Building data warehouses can be fairly simple or very complex. It depends on what O’Connell calls the maturity of a warehouse. A first phase might be a system that does ad hoc and batch reports. This differs from what most organizations are doing now, because building a data warehouse requires scrubbing the data–eliminating the “garbage in, garbage out” factor. As the data warehouse “matures,” it gains the capability to analyze data. It provides the why something happened in addition to telling you what happened. As the data warehouse advances and more functionality is added, it can do predictive and discovery analysis as well as matching and mirroring data, which means taking past data and comparing it to on-the-fly, current data.
Often overlooked in the excitement of building a data warehouse and gaining valuable business intelligence capabilities is the taking care of business side.
“You can’t just build an enterprise warehouse right away,” O’Connell warns. “To do this right requires changes in business processes, changes in the business itself, and in organizational structure. All these things must happen in parallel. Helping customers move a long as fast as possible is what we do. Learn to deal with their data, sunset old applications, consolidating environment, reconciling the data, understand the data in relation to data governance, publishing that data around metadata representation so the business can see it. All that must happen as well. The technology is the easy part. But what it takes to exploit this is much more complex.”

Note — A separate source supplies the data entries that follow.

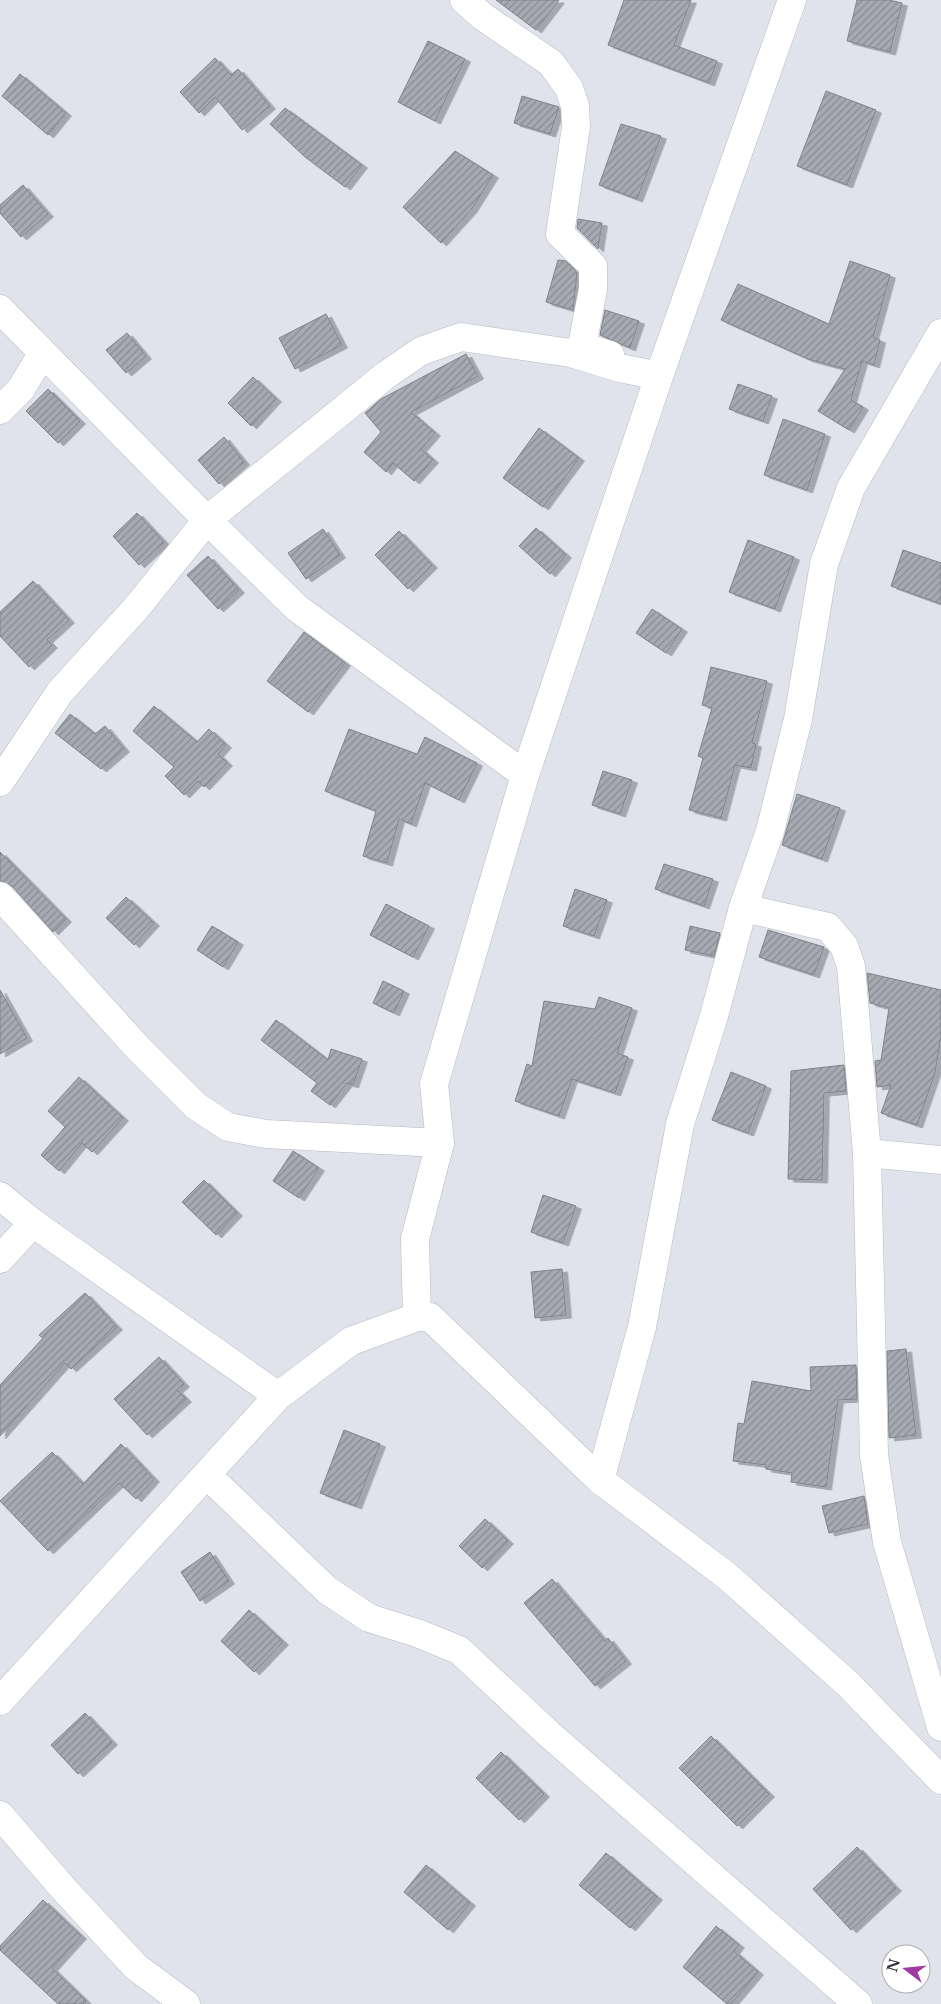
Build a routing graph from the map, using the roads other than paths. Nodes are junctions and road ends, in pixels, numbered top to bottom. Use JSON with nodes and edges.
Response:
{"nodes":[{"id":1,"x":464,"y":0,"type":"edge"},
{"id":2,"x":792,"y":0,"type":"edge"},
{"id":3,"x":0,"y":309,"type":"edge"},
{"id":4,"x":941,"y":333,"type":"edge"},
{"id":5,"x":42,"y":354,"type":"junction"},
{"id":6,"x":620,"y":368,"type":"junction"},
{"id":7,"x":931,"y":370,"type":"edge"},
{"id":8,"x":659,"y":376,"type":"junction"},
{"id":9,"x":0,"y":410,"type":"edge"},
{"id":10,"x":207,"y":520,"type":"junction"},
{"id":11,"x":525,"y":775,"type":"junction"},
{"id":12,"x":0,"y":782,"type":"edge"},
{"id":13,"x":0,"y":896,"type":"edge"},
{"id":14,"x":743,"y":908,"type":"junction"},
{"id":15,"x":440,"y":1143,"type":"junction"},
{"id":16,"x":867,"y":1153,"type":"junction"},
{"id":17,"x":941,"y":1160,"type":"edge"},
{"id":18,"x":0,"y":1196,"type":"edge"},
{"id":19,"x":33,"y":1223,"type":"junction"},
{"id":20,"x":0,"y":1259,"type":"edge"},
{"id":21,"x":417,"y":1316,"type":"junction"},
{"id":22,"x":278,"y":1396,"type":"junction"},
{"id":23,"x":207,"y":1475,"type":"junction"},
{"id":24,"x":600,"y":1480,"type":"junction"},
{"id":25,"x":0,"y":1701,"type":"edge"},
{"id":26,"x":941,"y":1727,"type":"edge"},
{"id":27,"x":941,"y":1780,"type":"edge"},
{"id":28,"x":0,"y":1814,"type":"edge"},
{"id":29,"x":186,"y":2004,"type":"edge"},
{"id":30,"x":858,"y":2004,"type":"edge"}],
"edges":[{"from":1,"to":6,"type":"street"},
{"from":2,"to":8,"type":"street"},
{"from":3,"to":5,"type":"street"},
{"from":4,"to":7,"type":"street"},
{"from":5,"to":9,"type":"street"},
{"from":5,"to":10,"type":"street"},
{"from":6,"to":8,"type":"street"},
{"from":6,"to":10,"type":"street"},
{"from":7,"to":14,"type":"street"},
{"from":8,"to":11,"type":"street"},
{"from":10,"to":11,"type":"street"},
{"from":10,"to":12,"type":"street"},
{"from":11,"to":15,"type":"street"},
{"from":13,"to":15,"type":"street"},
{"from":14,"to":16,"type":"street"},
{"from":14,"to":24,"type":"street"},
{"from":15,"to":21,"type":"street"},
{"from":16,"to":17,"type":"street"},
{"from":16,"to":26,"type":"street"},
{"from":18,"to":19,"type":"street"},
{"from":19,"to":20,"type":"street"},
{"from":19,"to":22,"type":"street"},
{"from":21,"to":22,"type":"street"},
{"from":21,"to":24,"type":"street"},
{"from":22,"to":23,"type":"street"},
{"from":23,"to":25,"type":"street"},
{"from":23,"to":30,"type":"street"},
{"from":24,"to":27,"type":"street"},
{"from":28,"to":29,"type":"street"}]}
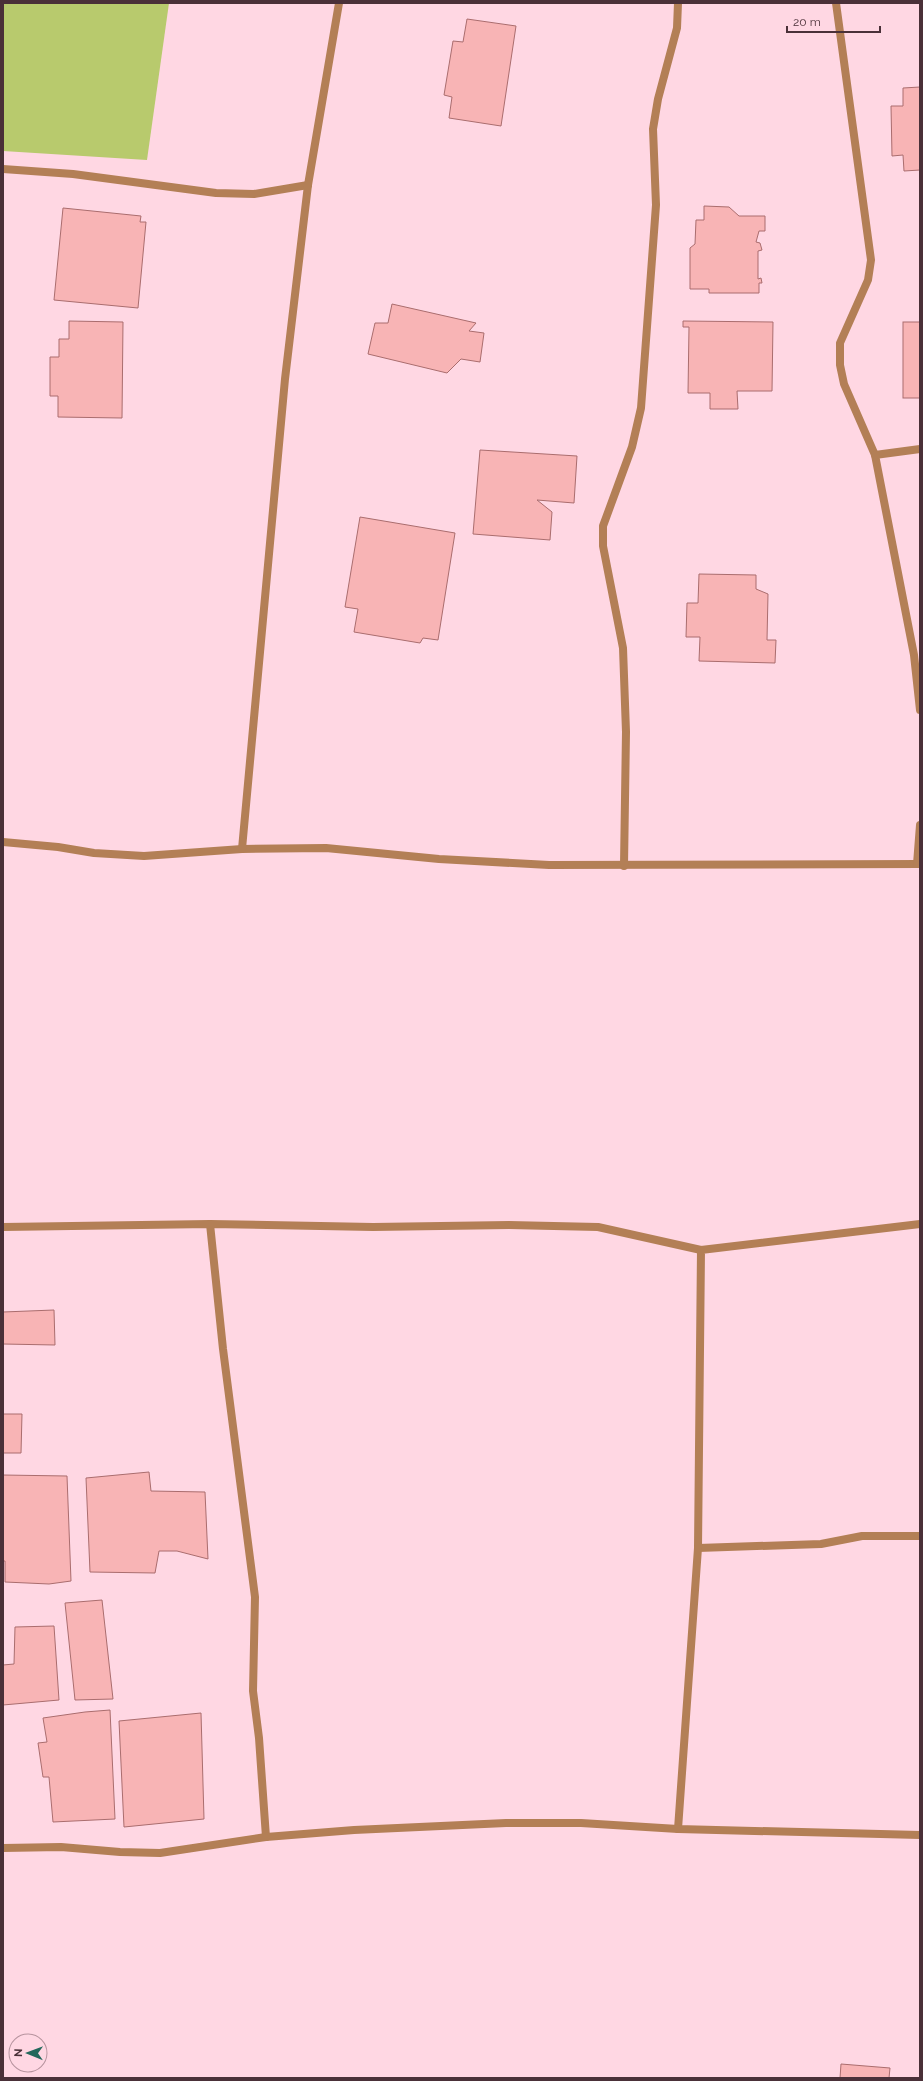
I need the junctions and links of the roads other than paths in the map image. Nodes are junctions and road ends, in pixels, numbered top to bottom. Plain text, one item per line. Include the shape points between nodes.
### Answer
1 (339, 3) edge
2 (678, 3) edge
3 (836, 3) edge
4 (3, 170) edge
5 (308, 185) junction
6 (920, 449) edge
7 (875, 455) junction
8 (920, 710) edge
9 (920, 825) edge
10 (3, 842) edge
11 (242, 849) junction
12 (918, 864) edge
13 (624, 866) junction
14 (210, 1224) junction
15 (920, 1224) edge
16 (3, 1227) edge
17 (701, 1250) junction
18 (920, 1536) edge
19 (698, 1548) junction
20 (678, 1829) junction
21 (920, 1835) edge
22 (266, 1836) junction
23 (3, 1848) edge

1 - 5 street
2 - 13 street via 677,28 658,99 653,129 656,205 641,408 632,447 603,526 602,538 623,648 626,732
3 - 7 street via 871,260 868,280 840,343 840,365 844,384
4 - 5 street via 73,174 216,193 254,194
5 - 11 street via 285,379
6 - 7 street
7 - 8 street via 914,655
9 - 12 street
10 - 11 street via 144,856
11 - 13 street via 326,848 439,859
12 - 13 street
14 - 16 street
14 - 17 street via 598,1227
14 - 22 street via 223,1349 255,1597 253,1691
15 - 17 street
17 - 19 street
18 - 19 street via 862,1536 821,1544
19 - 20 street
20 - 21 street
20 - 22 street via 581,1823 506,1823
22 - 23 street via 160,1853 61,1847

Among the misconceptions of what a data warehouse truly is, the big picture concept is one thing that is often missing.
Data warehousing is not business intelligence or a fancy derivative of queries and reports. In Jordan’s words a data warehouse “stores all the relevant information that can be used for business intelligence. It is detail-level information without the irrelevant data such as control fields and other meaningless codes that are useless from a business analysis perspective. The data becomes understandable and error free. It’s quality control on data.”
Correcting misconceptions and fine-tuning definitions so that everyone is speaking the same language is part of the process O’Connell goes through with just about every customer. Beyond that, he has a few questions and some all-purpose advice ready.
“When I work with a customer, I look at two things,” he says. “Let’s determine where you want to be in five years. Then start building toward that. We always build a warehouse one application at a time. That way we get value back quickly. The cost of putting up the initial stages of a warehouse should be short. It should be running in three months. And you get value right away. Then you add another application or another function and then that’s up and running in another three months. And value follows that. When it stops growing, it becomes a cost center. But it should always be growing and applications should always be added to increase value. We have warehouses that have dozens of applications going live every week.”